“That’s whom I am going to be. That’s whom I am now—or just as soon as I change clothes with some unfortunate. It’s in a book. ’Ben Blunt, the Newsboy; or, From Rags to Riches.’ He run off because his cruel stepmother beat him black and blue, and he become a mere street urchin, though his father, Mr. Blunt, was a gentleman in good circumstances; and while he was a mere street urchin he sold papers and blacked boots, and he was an honest, manly lad and become adopted by a kind, rich old gentleman named Mr. Pettigrew, that he saved from a gang of rowdies that boded him no good, and was taken to his palatial mansion and given a kind home and a new suit of clothes and a good Christian education, and that’s how he got from rags to riches. And I’m going to be it; I’m going to be a mere street urchin and do everything he did.”
“Ho!” The Wilbur twin was brutal. “You’re nothing but a girl!”
The runaway flashed him a hostile glance.
“Don’t be silly! What difference does it make? Haven’t I a cruel stepmother that is constantly making scenes if I do the least little thing, especially since Miss Murtree went home because her mother has typhoid in Buffalo. You wait till I get the right clothes.”
“Does she beat you something awful?” demanded the Merle twin unctuously.
The victim hesitated.
“Well, you might call it that.”
“What kind of right clothes?” asked his brother.
“Boy’s clothes; filthy rags of boy’s clothes—like yours,” she concluded. Her appraising glance rested on the garments of the questioning twin. Both became conscious of their mean attire, and squirmed uneasily.
“These are just everyday clothes,” muttered the Wilbur twin.
“We have fine new Sunday suits at home,” boasted Merle. “Too fine to wear every day. If you saw those clothes once I guess you’d talk different. Shoes and stockings, too.”
The girl effaced his grandeur with a shrug.
“That’s nothing—everyone has mere Sunday clothes.”
“Is Miss Murtree that old lady that brings you to the Sunday-school?” demanded Wilbur.
“Yes; she’s my governess, and had to go to her dying mother, and I hope she gets a cruel stepmother that will be harsh to her childish sports, like that Mrs. Blunt was. But she isn’t old. It’s her beard makes her look so mature.”

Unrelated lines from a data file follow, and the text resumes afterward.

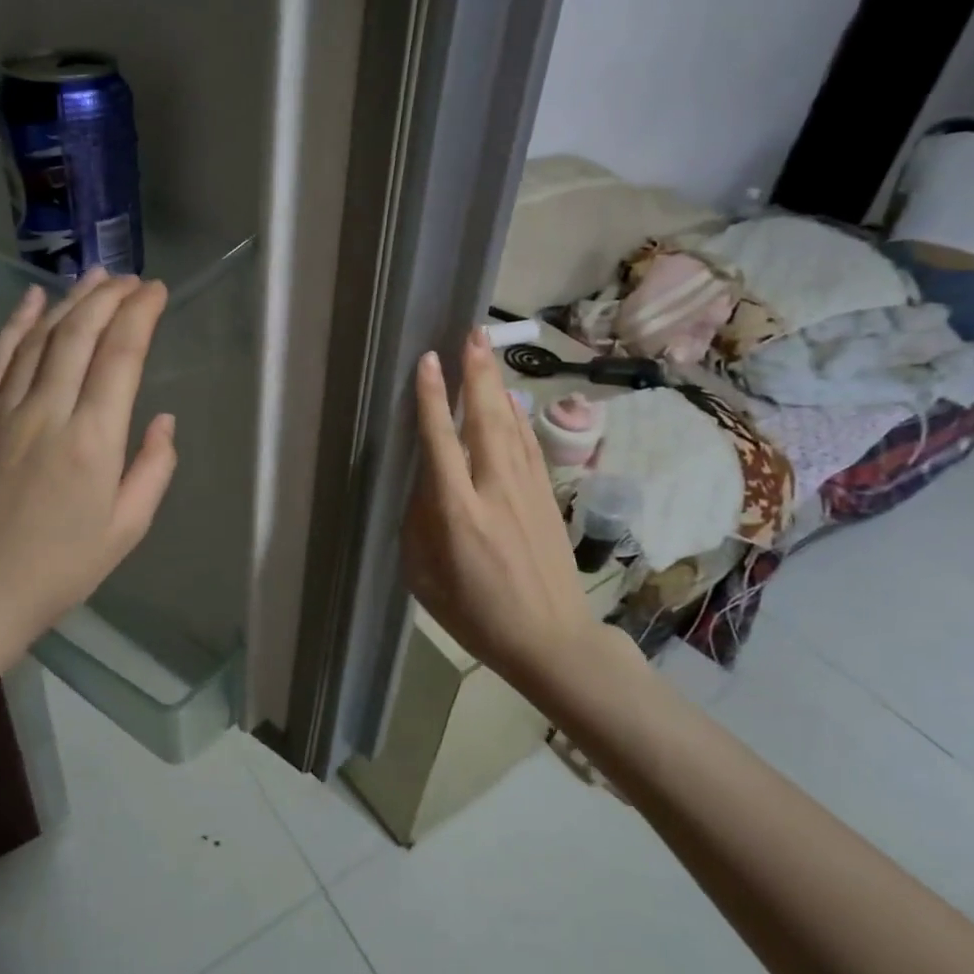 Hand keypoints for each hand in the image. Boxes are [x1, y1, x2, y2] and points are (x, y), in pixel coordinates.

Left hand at [0, 268, 177, 665]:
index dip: (141, 316)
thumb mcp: (127, 529)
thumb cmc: (60, 569)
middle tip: (132, 278)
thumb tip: (164, 420)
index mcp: (93, 441)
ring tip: (95, 276)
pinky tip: (31, 300)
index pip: (121, 357)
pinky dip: (15, 325)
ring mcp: (5, 413)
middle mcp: (48, 413)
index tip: (158, 291)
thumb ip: (153, 469)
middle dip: (109, 298)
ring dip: (70, 302)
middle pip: (79, 335)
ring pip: (40, 340)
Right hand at [402, 329, 596, 684]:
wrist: (552, 640)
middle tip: (471, 333)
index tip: (429, 361)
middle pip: (486, 420)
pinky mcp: (547, 497)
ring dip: (498, 385)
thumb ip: (421, 523)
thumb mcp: (425, 578)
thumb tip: (426, 482)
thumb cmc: (476, 615)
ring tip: (487, 350)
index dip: (433, 399)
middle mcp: (495, 492)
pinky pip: (530, 446)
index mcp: (458, 514)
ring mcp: (528, 491)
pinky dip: (517, 416)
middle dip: (477, 374)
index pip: (442, 443)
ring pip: (511, 426)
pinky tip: (511, 399) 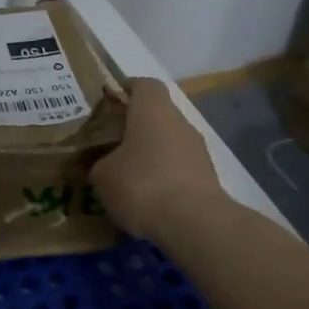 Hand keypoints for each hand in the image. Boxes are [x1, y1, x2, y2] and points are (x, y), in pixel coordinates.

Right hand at [90, 78, 226, 240]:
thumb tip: (104, 164)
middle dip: (135, 128)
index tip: (108, 107)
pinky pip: (180, 169)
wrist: (194, 224)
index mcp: (152, 109)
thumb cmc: (141, 184)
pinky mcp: (208, 178)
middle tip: (110, 145)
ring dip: (151, 155)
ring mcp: (198, 150)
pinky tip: (148, 199)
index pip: (143, 84)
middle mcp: (179, 122)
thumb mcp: (102, 175)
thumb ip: (100, 162)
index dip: (125, 91)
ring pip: (169, 143)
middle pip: (156, 115)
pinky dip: (165, 178)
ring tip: (127, 177) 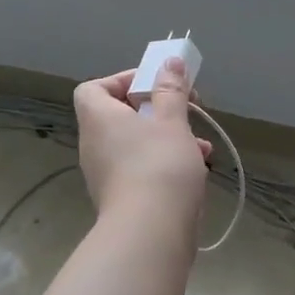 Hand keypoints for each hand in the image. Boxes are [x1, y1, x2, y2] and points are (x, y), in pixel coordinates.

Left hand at [74, 58, 212, 230]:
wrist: (151, 232)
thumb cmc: (159, 165)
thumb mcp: (172, 122)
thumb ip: (171, 90)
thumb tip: (169, 62)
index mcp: (99, 119)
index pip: (93, 88)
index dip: (122, 81)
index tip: (155, 85)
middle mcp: (95, 144)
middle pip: (121, 115)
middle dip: (158, 110)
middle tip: (187, 109)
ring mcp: (106, 174)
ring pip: (137, 144)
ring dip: (168, 138)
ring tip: (201, 144)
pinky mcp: (122, 198)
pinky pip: (142, 168)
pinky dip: (166, 163)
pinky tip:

“Aw!” cried both twins, denoting incredulity.
“She has, too, a beard! A little moustache and some growing on her chin. When I first got ‘Ben Blunt, or from Rags to Riches,’ out of the Sunday-school library I asked her how she made it grow, because I wanted one to grow on me, but she made a scene and never did tell me. I wish it would come out on me that way.” She ran questing fingers along her brief upper lip and round her pointed chin. “But prob’ly I ain’t old enough.”
“You’re only a girl,” declared the Wilbur twin, “and you won’t ever have a beard, and you couldn’t be Ben Blunt.”